26 talks were proposed for 12 planned slots (four sessions with three parallel tracks each). The proposed talks covered a broad range in terms of content and quality. After voting I attended the following talks:

  • "Why Twitterbot? Using Python to Twitterbot" by Esther Seyffarth. The slides are available here. She introduced some of the Twitterbots she already has implemented mainly using Tweepy. Esther went through the code of OMG Wikipedia! in some more detail and showed various other Twitterbots - EmojiHaskell is my favorite one. Her motivation is that Twitterbots are a nice exercise for text generation using Python and can deliver some funny and entertaining results. In the discussion afterwards NLTK as an interesting toolkit for processing natural language in Python was mentioned.

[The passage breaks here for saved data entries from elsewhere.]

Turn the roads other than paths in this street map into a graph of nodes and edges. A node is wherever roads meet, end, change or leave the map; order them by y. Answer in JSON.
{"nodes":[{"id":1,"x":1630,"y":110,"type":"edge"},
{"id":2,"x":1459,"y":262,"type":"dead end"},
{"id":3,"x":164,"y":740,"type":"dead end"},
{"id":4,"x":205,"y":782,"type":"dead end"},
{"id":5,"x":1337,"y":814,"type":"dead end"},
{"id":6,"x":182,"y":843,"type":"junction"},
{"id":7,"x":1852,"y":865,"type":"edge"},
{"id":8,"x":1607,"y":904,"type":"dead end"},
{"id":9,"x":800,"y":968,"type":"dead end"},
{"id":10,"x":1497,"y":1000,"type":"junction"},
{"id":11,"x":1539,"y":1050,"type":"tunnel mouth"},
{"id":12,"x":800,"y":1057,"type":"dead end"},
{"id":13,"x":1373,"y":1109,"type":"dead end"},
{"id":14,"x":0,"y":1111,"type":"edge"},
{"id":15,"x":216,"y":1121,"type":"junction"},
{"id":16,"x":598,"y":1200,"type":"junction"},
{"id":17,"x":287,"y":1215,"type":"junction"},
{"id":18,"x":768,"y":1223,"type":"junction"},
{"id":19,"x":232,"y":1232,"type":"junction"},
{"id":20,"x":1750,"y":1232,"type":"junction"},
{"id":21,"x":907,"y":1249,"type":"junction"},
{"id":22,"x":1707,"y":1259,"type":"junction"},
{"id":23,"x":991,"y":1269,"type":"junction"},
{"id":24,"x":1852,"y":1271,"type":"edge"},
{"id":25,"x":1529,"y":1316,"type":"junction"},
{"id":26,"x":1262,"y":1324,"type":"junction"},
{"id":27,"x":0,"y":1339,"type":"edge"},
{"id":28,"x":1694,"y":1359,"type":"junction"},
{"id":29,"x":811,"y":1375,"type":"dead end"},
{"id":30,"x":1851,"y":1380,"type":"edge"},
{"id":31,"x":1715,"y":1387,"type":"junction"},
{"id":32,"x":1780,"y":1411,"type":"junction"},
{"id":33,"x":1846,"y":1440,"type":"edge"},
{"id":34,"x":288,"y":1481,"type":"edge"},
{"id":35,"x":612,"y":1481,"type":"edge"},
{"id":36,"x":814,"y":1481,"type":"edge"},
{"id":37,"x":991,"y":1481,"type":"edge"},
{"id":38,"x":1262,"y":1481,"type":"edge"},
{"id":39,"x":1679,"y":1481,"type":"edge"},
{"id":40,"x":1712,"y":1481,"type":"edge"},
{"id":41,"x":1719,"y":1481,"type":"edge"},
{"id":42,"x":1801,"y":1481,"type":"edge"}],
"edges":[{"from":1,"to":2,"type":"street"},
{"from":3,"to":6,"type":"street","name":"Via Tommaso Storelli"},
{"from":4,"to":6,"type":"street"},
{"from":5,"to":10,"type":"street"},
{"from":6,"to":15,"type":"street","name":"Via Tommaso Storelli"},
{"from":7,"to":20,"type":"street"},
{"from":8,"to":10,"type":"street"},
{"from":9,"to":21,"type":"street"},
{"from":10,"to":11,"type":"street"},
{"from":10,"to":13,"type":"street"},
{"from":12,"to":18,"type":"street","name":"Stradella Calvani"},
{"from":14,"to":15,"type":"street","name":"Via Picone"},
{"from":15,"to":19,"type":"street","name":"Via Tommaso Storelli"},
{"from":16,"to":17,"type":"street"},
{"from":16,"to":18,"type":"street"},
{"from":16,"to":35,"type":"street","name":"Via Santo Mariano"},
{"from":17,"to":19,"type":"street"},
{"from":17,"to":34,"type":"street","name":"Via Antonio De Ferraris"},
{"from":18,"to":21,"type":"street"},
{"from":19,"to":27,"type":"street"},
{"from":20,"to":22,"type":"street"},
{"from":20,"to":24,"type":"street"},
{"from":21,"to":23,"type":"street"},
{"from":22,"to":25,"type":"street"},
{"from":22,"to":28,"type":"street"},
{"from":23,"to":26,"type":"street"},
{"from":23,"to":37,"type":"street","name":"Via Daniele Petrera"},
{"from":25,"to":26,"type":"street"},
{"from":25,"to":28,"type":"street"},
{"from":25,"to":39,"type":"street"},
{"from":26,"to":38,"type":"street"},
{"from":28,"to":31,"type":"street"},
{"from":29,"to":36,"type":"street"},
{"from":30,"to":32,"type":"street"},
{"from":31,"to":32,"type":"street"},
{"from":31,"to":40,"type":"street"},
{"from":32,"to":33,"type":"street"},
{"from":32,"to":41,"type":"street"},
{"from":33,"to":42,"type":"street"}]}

  • "TDD for APIs" by Michael Kuehne. To be honest I was distracted and didn't follow that much, but the discussion afterwards was focused on how to test the full stack of an API.
  • The Lightning talks in between covered a broad variety of topics, e.g. 3D rendering of OpenStreetMap data and coding katas.
  • "Pandas intro (Apache log analysis)" by Nikolay Koldunov. It was a live session by going through his IPython notebooks including an introduction into pandas and showing a use case for exploring Apache logs.
  • "Building data products with Flask and AngularJS" by Andy Goldschmidt. He demoed two web applications - one used machine learning for classification and provides a simple interface to play around with the features of a data set. The other one analyzed an image to deliver the dominant colors. For both, the frontend was implemented using AngularJS, the backend is driven by Flask using scikit-learn for the machine learning algorithms.